Recentemente, a irmã Anna Fontana, uma religiosa que vive na Beira há cerca de 13 anos, confirmava à VISÃO que os preços dos materiais de construção tinham permanecido significativamente inflacionados praticamente até novembro. Só agora começaram a chegar alguns barcos com material, e finalmente os preços dão algum sinal de alívio, referia em conversa telefónica desde Moçambique.
No mesmo sentido, é preciso recordar que há ainda cerca de 12 mil pessoas deslocadas, que não sabem quando e se um dia poderão voltar àquilo que foi em tempos a sua casa e o seu pedaço de terra – em 80% das 187 localidades afetadas pelo ciclone a agricultura é o principal meio de subsistência das famílias.
Apoios continuam a ser necessários
Destas, mais de duas mil vivem num campo de desalojados gerido pela missão portuguesa da Médicos do Mundo (MdM) – que deverá ter que abandonar o país já em dezembro face à falta de verba para continuar o projeto. “Alguns já começaram a construir as suas casas, ou pelo menos uma espécie de abrigo para tentarem proteger-se agora do tempo das chuvas”, referia à VISÃO Ana Oliveira, a coordenadora de projetos da MdM.
Para tentar suprir de alguma forma as necessidades [ainda] prementes dos afetados pelo ciclone Idai, as organizações que prestam ajuda humanitária têm tentado desdobrar-se em esforços que não fiquem apenas pela ajuda imediata – relevante e absolutamente necessária na altura. A título de exemplo, a Cáritas Portuguesa continua no terreno, depois de ter conseguido angariar 450 mil euros, para prestar ajuda a mais de 5 mil famílias através de projetos que visam a recuperação das suas machambas (hortas para autossubsistência), fornecimento de água e saneamento e habitação.
Neste sentido, a ONG nacional lançou na semana passada a sua já habitual iniciativa intitulada “10 Milhões de Estrelas – Um Gesto pela Paz”, que este reverterá em parte para as vítimas do Idai – uma vela em forma de estrela vai ser vendida pelo valor de 2 euros. Das receitas que forem angariadas, 35% serão aplicadas nos projetos que estão a ser desenvolvidos junto das populações afetadas pelo ciclone e os restantes 65% serão para responder aos mais pobres que ainda abundam em Portugal.
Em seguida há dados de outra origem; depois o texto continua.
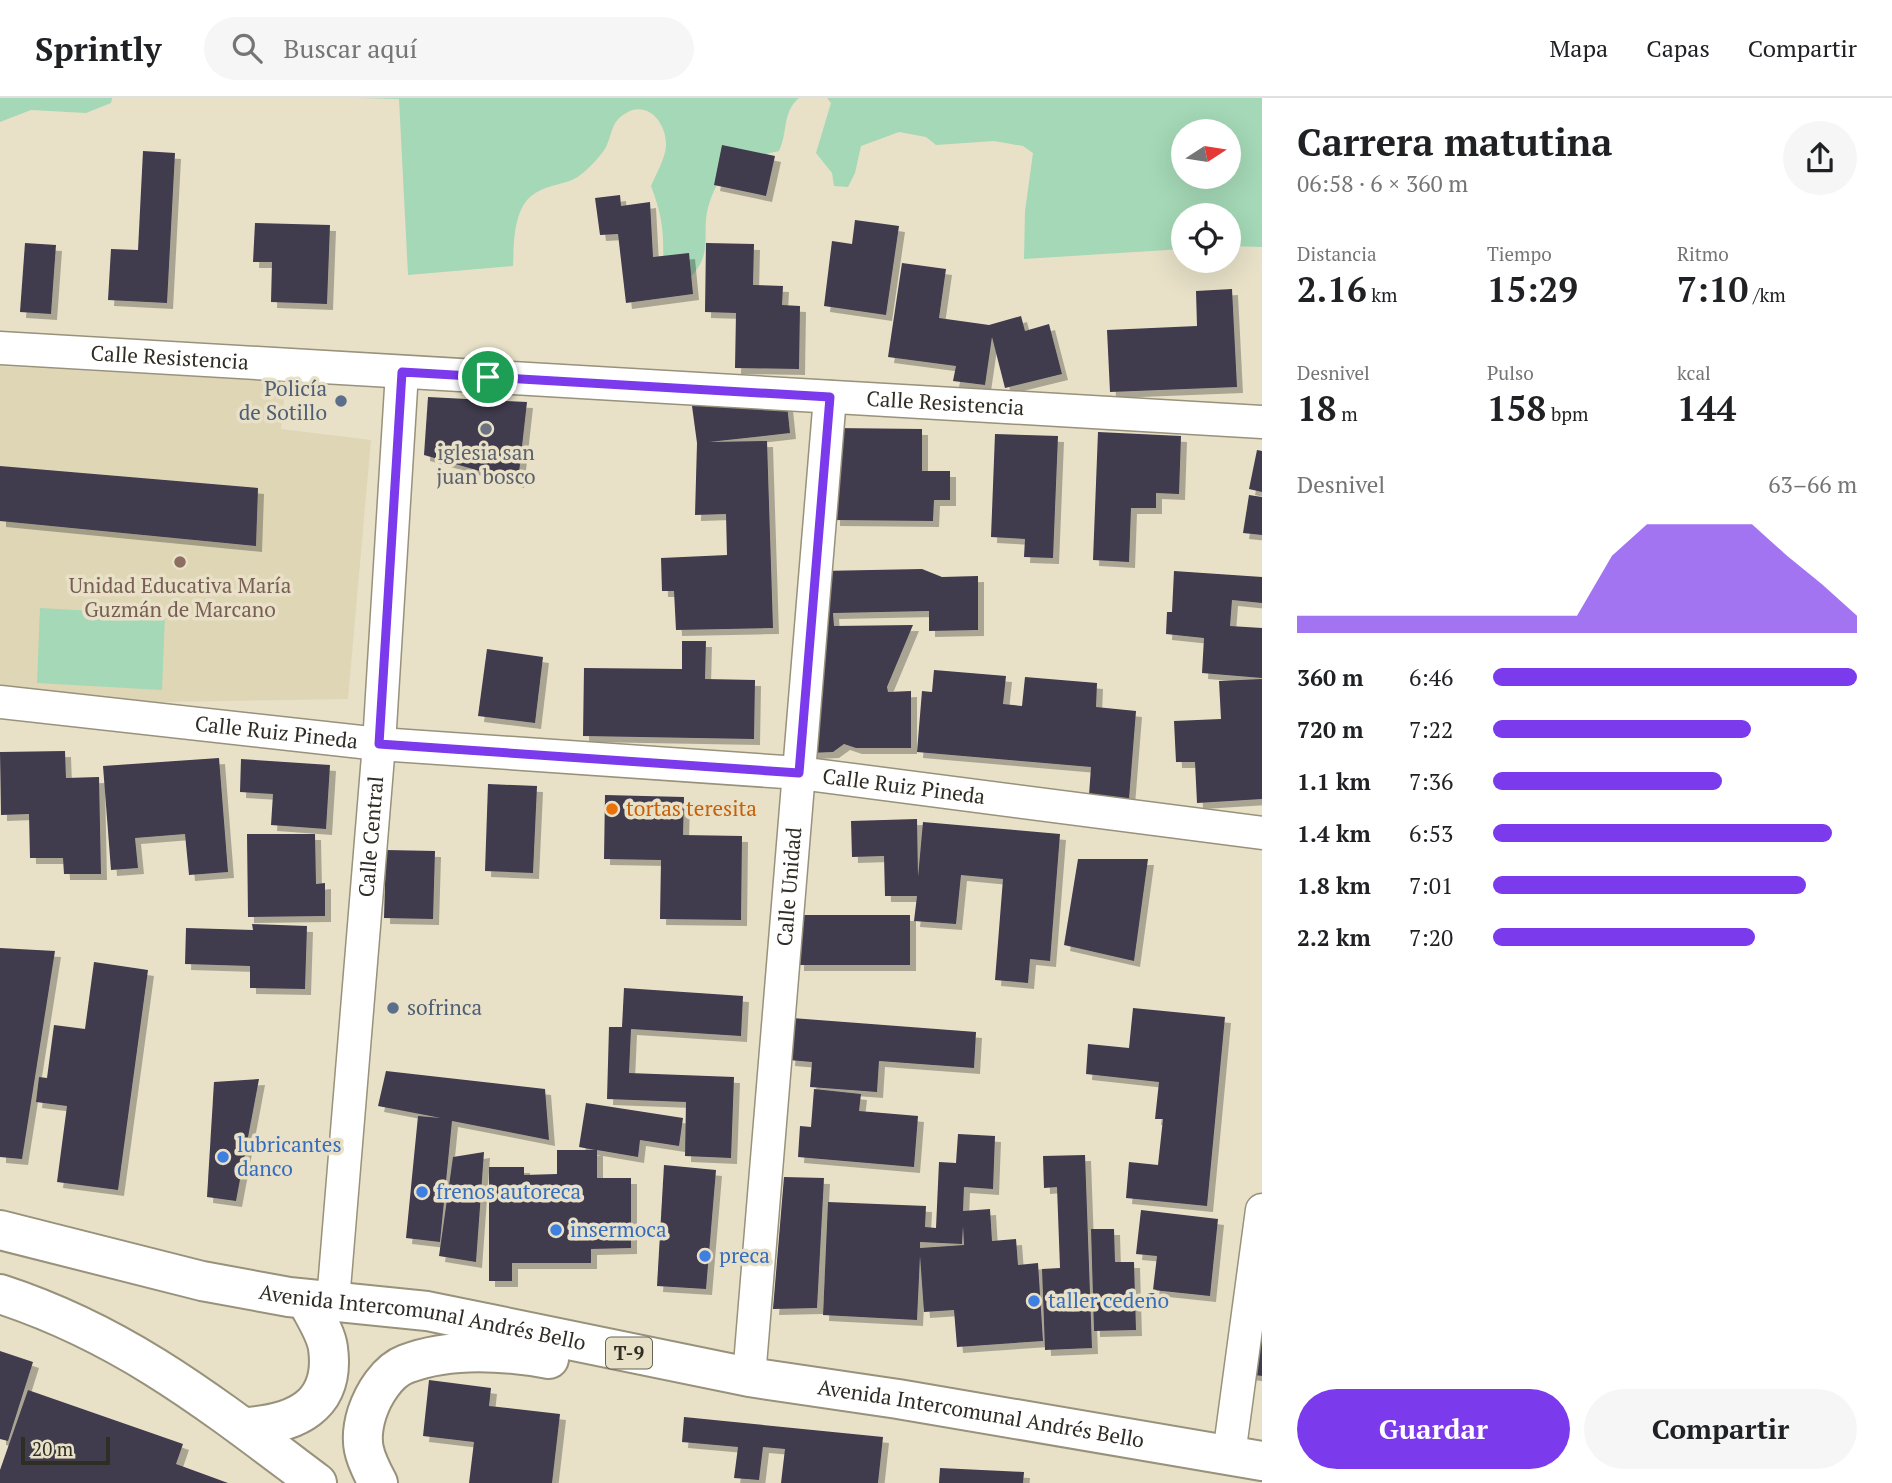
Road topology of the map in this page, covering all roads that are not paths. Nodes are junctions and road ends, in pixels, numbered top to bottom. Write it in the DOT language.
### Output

Em declarações recentes à agência Ecclesia, o presidente da Cáritas Portuguesa, Eugénio Fonseca, explicava que gostaria que na noite de 24 de dezembro, a “vela não seja só para decorar a mesa da consoada” mas se apresente publicamente, como sinal de preocupação com a “justiça e paz”.a
“Pedimos que a partir das 20 horas coloquem a vela num sítio visível da casa onde se possa ver uma pequena luz a brilhar naquela casa, e passando alguém na rua, que esteja informada, perceba que ali há gente que se preocupa com a justiça e a paz, por isso é uma vela solidária”, apela.
Zonas rurais continuam a ser as mais afetadas
Os dados do INGC confirmam que a população afetada se dividia praticamente em partes iguais entre as zonas rurais (48%) e as zonas urbanas. No entanto, enquanto nos ambientes mais citadinos a reconstrução já se faz notar – sobretudo na cidade da Beira e graças ao investimento estrangeiro, nomeadamente vindo da China e dos países de língua árabe – a verdade é que nos campos há ainda um rasto de destruição que não foi possível aplacar. Depois das fortes inundações veio a seca, e com ela a incapacidade de produção hortícola, que é o grande sustento das famílias. O facto de escassearem ainda os utensílios agrícolas, as sementes – que várias associações têm doado para que as famílias voltem a ter o que comer – e o material para poderem voltar a compor algo parecido com um lar, tem agravado as dificuldades dos moçambicanos da região centro do país.
A fome, que aparece como terceira necessidade mais urgente, pode rapidamente passar a primeira para mais famílias, já nos próximos meses, consideram várias organizações internacionais.